» **WORK REQUEST**:
Exactly what is written in the records below should be returned, minus the images.

» **DATA**:
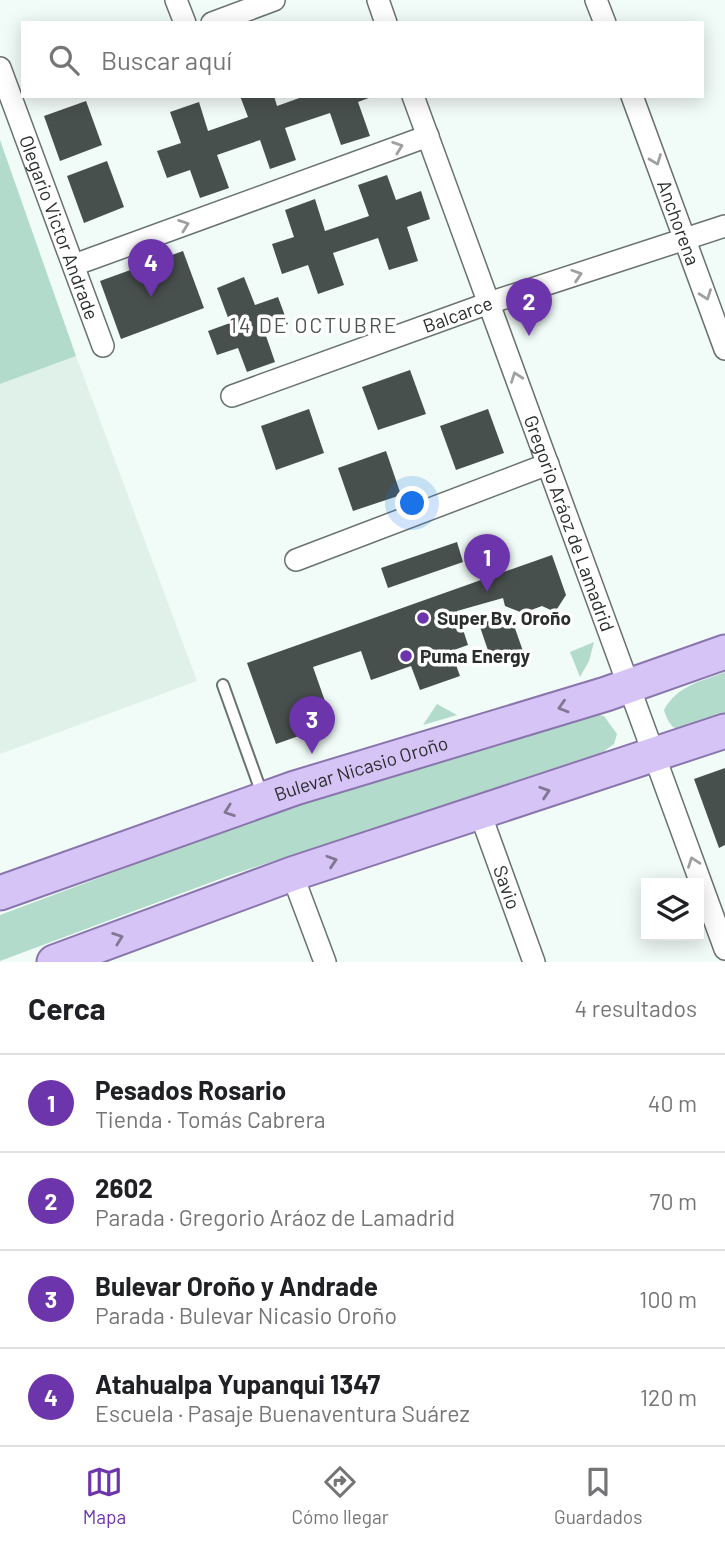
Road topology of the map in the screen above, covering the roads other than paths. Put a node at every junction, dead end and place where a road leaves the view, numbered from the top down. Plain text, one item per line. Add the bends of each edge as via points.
1 (176, 0) edge
2 (274, 0) edge
3 (378, 0) edge
4 (596, 0) edge
5 (184, 21) edge
6 (217, 21) edge
7 (385, 21) edge
8 (604, 21) edge
9 (0, 68) edge
10 (11, 97) edge
11 (414, 98) edge
12 (633, 98) edge
13 (428, 136) junction
14 (725, 226) edge
15 (687, 240) junction
16 (74, 265) junction
17 (489, 303) junction
18 (103, 346) dead end
19 (725, 349) edge
20 (233, 396) dead end
21 (548, 464) junction
22 (296, 560) dead end
23 (725, 652) edge
24 (223, 685) dead end
25 (629, 687) junction
26 (725, 732) edge
27 (654, 756) junction
28 (264, 799) junction
29 (480, 813) junction
30 (292, 874) junction
31 (0, 893) edge
32 (725, 949) edge
33 (54, 962) edge
34 (325, 962) edge
35 (534, 962) edge

1 - 5 street
2 - 6 street
3 - 7 street
4 - 8 street
9 - 10 street, Olegario Victor Andrade
10 - 16 street, Olegario Victor Andrade
11 - 13 street, Gregorio Aráoz de Lamadrid
12 -> 15 street, Anchorena
16 -> 13 street
13 - 17 street, Gregorio Aráoz de Lamadrid
14 - 15 street, Balcarce
17 -> 15 street, Balcarce
15 -> 19 street, Anchorena
16 - 18 street, Olegario Victor Andrade
17 - 20 street, Balcarce
21 -> 17 street, Gregorio Aráoz de Lamadrid
21 - 22 street
21 - 25 street, Gregorio Aráoz de Lamadrid
23 - 25 main road, Bulevar Nicasio Oroño
24 - 28 lane
25 - 27 street, Gregorio Aráoz de Lamadrid
25 -> 28 main road, Bulevar Nicasio Oroño
26 - 27 main road
29 -> 27 main road
32 -> 27 street, Gregorio Aráoz de Lamadrid
28 -> 31 main road, Bulevar Nicasio Oroño
30 -> 29 main road
29 - 35 street, Savio
33 -> 30 main road
30 - 34 street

» **SOLUTION TO THIS TASK**:
Road topology of the map in the screen above, covering the roads other than paths. Put a node at every junction, dead end and place where a road leaves the view, numbered from the top down. Plain text, one item per line. Add the bends of each edge as via points.
1 (176, 0) edge
2 (274, 0) edge
3 (378, 0) edge
4 (596, 0) edge
5 (184, 21) edge
6 (217, 21) edge
7 (385, 21) edge
8 (604, 21) edge
9 (0, 68) edge
10 (11, 97) edge
11 (414, 98) edge
12 (633, 98) edge
13 (428, 136) junction
14 (725, 226) edge
15 (687, 240) junction
16 (74, 265) junction
17 (489, 303) junction
18 (103, 346) dead end
19 (725, 349) edge
20 (233, 396) dead end
21 (548, 464) junction
22 (296, 560) dead end
23 (725, 652) edge
24 (223, 685) dead end
25 (629, 687) junction
26 (725, 732) edge
27 (654, 756) junction
28 (264, 799) junction
29 (480, 813) junction
30 (292, 874) junction
31 (0, 893) edge
32 (725, 949) edge
33 (54, 962) edge
34 (325, 962) edge
35 (534, 962) edge

1 - 5 street
2 - 6 street
3 - 7 street
4 - 8 street
9 - 10 street, Olegario Victor Andrade
10 - 16 street, Olegario Victor Andrade
11 - 13 street, Gregorio Aráoz de Lamadrid
12 -> 15 street, Anchorena
16 -> 13 street
13 - 17 street, Gregorio Aráoz de Lamadrid
14 - 15 street, Balcarce
17 -> 15 street, Balcarce
15 -> 19 street, Anchorena
16 - 18 street, Olegario Victor Andrade
17 - 20 street, Balcarce
21 -> 17 street, Gregorio Aráoz de Lamadrid
21 - 22 street
21 - 25 street, Gregorio Aráoz de Lamadrid
23 - 25 main road, Bulevar Nicasio Oroño
24 - 28 lane
25 - 27 street, Gregorio Aráoz de Lamadrid
25 -> 28 main road, Bulevar Nicasio Oroño
26 - 27 main road
29 -> 27 main road
32 -> 27 street, Gregorio Aráoz de Lamadrid
28 -> 31 main road, Bulevar Nicasio Oroño
30 -> 29 main road
29 - 35 street, Savio
33 -> 30 main road
30 - 34 street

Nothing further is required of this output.